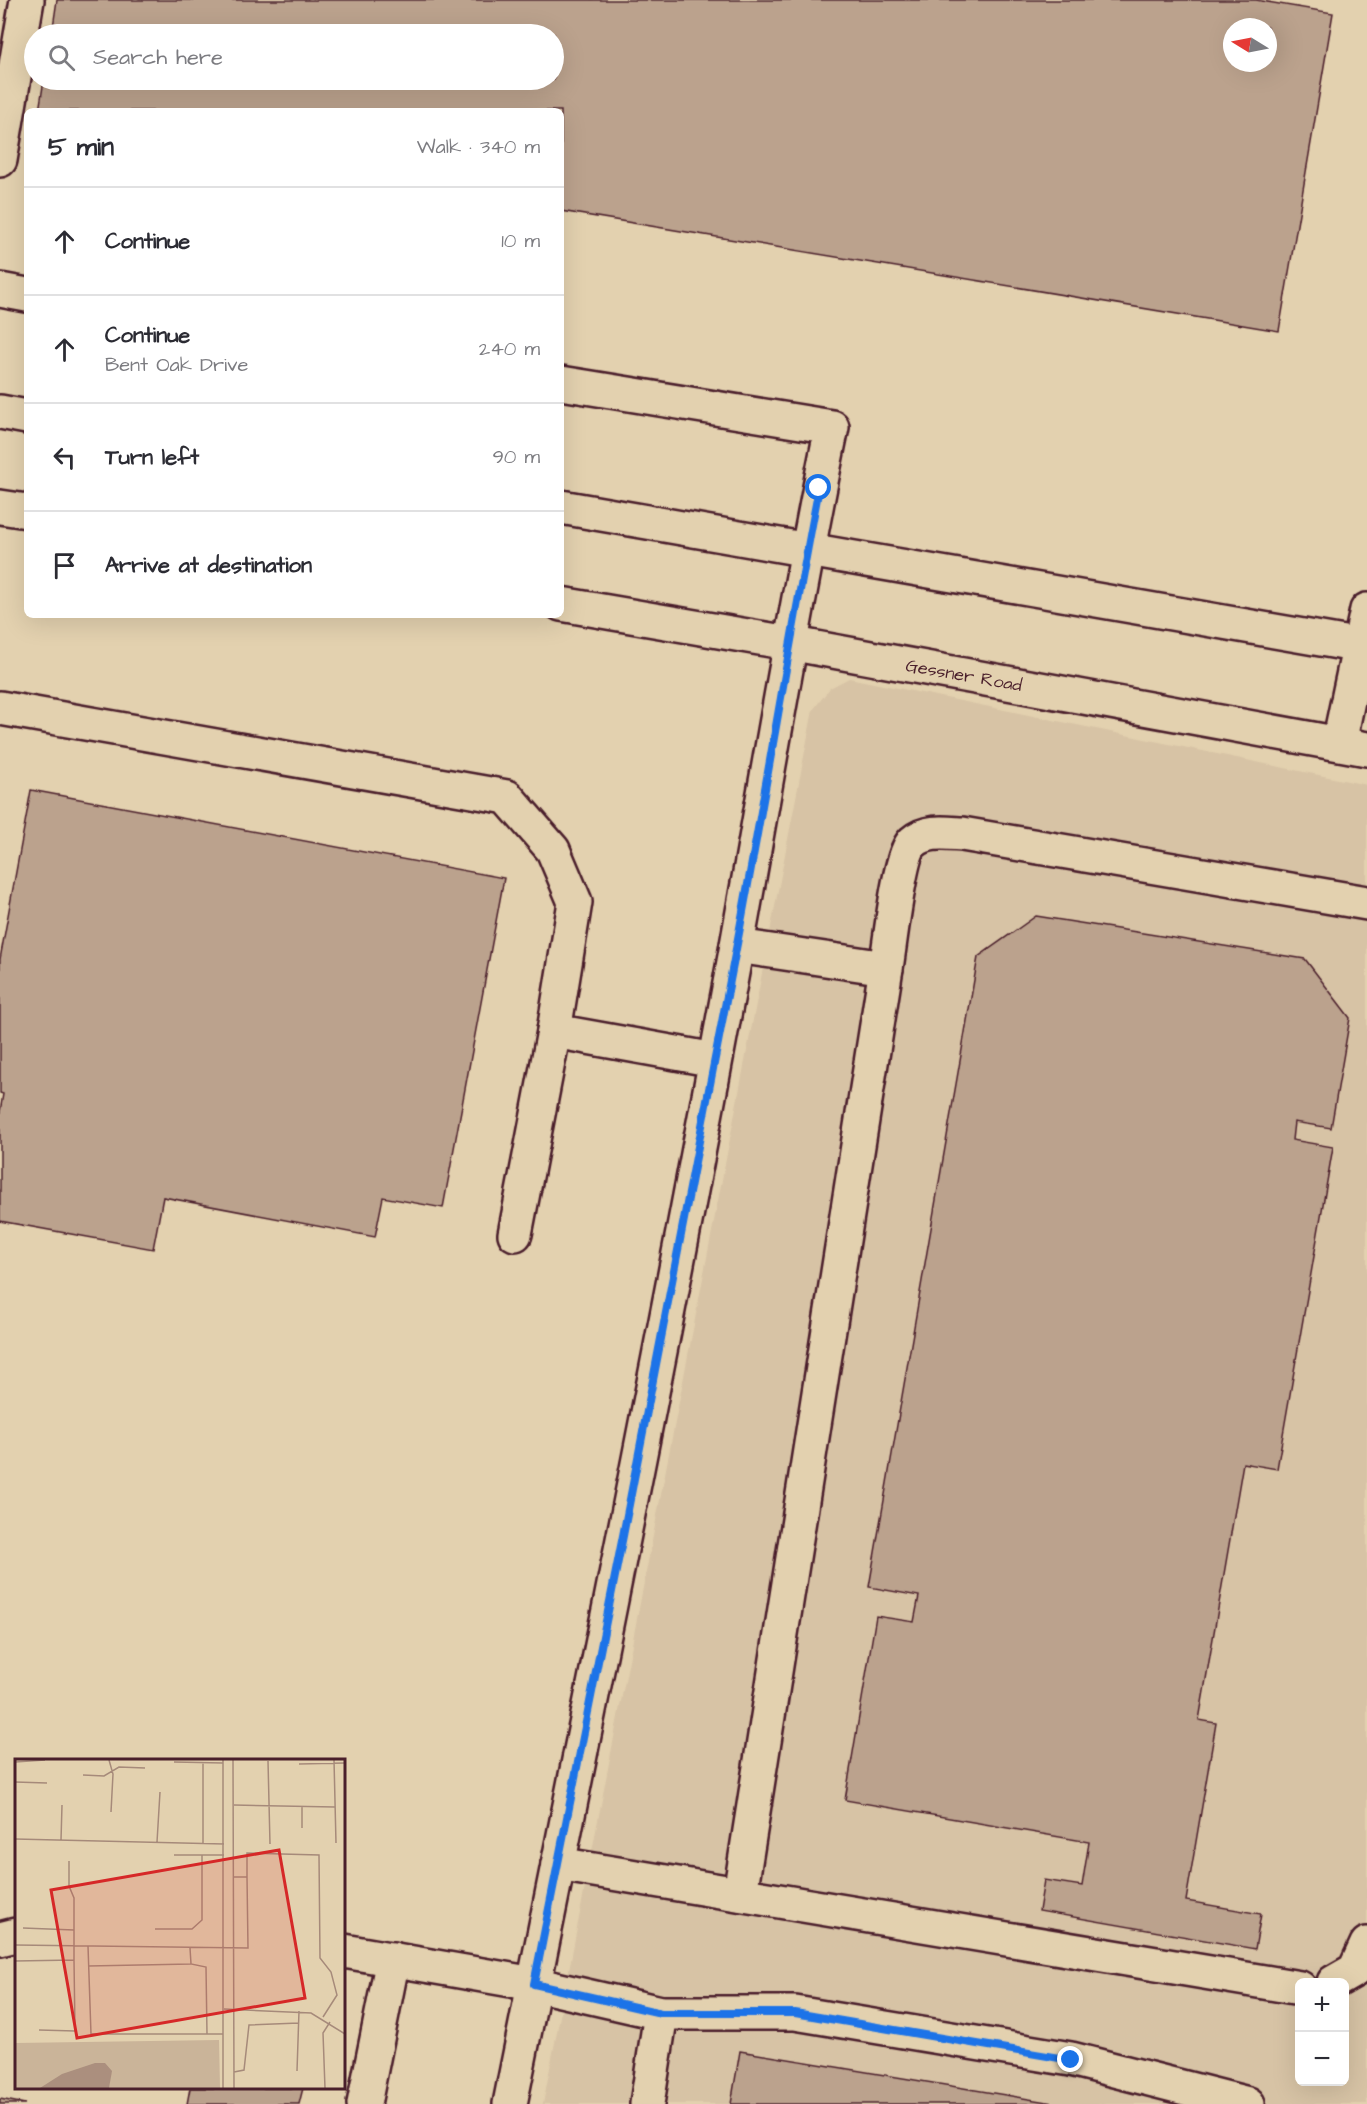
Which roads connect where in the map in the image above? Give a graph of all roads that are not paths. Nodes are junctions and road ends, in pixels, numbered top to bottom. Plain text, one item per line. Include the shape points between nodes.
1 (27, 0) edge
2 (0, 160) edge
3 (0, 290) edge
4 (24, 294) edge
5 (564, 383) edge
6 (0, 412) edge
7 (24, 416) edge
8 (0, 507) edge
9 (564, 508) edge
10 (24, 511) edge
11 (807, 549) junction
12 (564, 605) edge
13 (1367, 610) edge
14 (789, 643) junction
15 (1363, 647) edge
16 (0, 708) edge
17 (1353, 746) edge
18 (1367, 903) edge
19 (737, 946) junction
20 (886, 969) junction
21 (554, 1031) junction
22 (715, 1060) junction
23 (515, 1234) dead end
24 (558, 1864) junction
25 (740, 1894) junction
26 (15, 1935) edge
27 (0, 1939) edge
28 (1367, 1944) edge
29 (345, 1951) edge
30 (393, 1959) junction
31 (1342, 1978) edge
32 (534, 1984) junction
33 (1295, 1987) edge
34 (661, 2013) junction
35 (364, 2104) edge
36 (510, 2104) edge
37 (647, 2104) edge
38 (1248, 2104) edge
_____
- **PROMPT**:
Keeping the pictures out, output the records from above exactly and completely.

- **OUTPUT**:
Which roads connect where in the map in the image above? Give a graph of all roads that are not paths. Nodes are junctions and road ends, in pixels, numbered top to bottom. Plain text, one item per line. Include the shape points between nodes.
1 (27, 0) edge
2 (0, 160) edge
3 (0, 290) edge
4 (24, 294) edge
5 (564, 383) edge
6 (0, 412) edge
7 (24, 416) edge
8 (0, 507) edge
9 (564, 508) edge
10 (24, 511) edge
11 (807, 549) junction
12 (564, 605) edge
13 (1367, 610) edge
14 (789, 643) junction
15 (1363, 647) edge
16 (0, 708) edge
17 (1353, 746) edge
18 (1367, 903) edge
19 (737, 946) junction
20 (886, 969) junction
21 (554, 1031) junction
22 (715, 1060) junction
23 (515, 1234) dead end
24 (558, 1864) junction
25 (740, 1894) junction
26 (15, 1935) edge
27 (0, 1939) edge
28 (1367, 1944) edge
29 (345, 1951) edge
30 (393, 1959) junction
31 (1342, 1978) edge
32 (534, 1984) junction
33 (1295, 1987) edge
34 (661, 2013) junction
35 (364, 2104) edge
36 (510, 2104) edge
37 (647, 2104) edge
38 (1248, 2104) edge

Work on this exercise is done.